▽

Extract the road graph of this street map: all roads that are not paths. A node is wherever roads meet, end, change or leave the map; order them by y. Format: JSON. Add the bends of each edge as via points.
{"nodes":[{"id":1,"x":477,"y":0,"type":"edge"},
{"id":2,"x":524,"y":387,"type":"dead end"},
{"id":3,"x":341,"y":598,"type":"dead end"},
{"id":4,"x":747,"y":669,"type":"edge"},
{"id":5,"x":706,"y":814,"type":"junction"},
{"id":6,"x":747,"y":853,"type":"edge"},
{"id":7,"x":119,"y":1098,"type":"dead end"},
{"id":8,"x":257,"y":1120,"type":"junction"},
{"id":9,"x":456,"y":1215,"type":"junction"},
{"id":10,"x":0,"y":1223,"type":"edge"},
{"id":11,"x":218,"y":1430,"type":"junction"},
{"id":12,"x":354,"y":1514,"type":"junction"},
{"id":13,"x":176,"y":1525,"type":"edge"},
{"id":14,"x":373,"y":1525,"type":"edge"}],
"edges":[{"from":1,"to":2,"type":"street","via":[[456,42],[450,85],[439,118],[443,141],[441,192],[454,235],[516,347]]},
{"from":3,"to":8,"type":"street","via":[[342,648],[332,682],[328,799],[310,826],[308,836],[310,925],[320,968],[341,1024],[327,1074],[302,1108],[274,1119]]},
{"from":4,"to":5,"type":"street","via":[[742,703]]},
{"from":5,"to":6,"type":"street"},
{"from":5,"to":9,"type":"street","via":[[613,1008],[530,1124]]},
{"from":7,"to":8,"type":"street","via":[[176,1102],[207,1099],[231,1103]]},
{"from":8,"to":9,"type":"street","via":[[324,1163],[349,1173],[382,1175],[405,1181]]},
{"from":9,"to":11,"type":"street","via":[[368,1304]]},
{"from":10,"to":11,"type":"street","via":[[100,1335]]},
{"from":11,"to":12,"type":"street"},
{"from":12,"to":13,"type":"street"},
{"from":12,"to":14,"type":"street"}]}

△

PROBLEM: Please show every line of the entries above that contains the word "dead".

WRITTEN RESPONSE:
{"id":2,"x":524,"y":387,"type":"dead end"},
{"id":3,"x":341,"y":598,"type":"dead end"},
{"id":7,"x":119,"y":1098,"type":"dead end"},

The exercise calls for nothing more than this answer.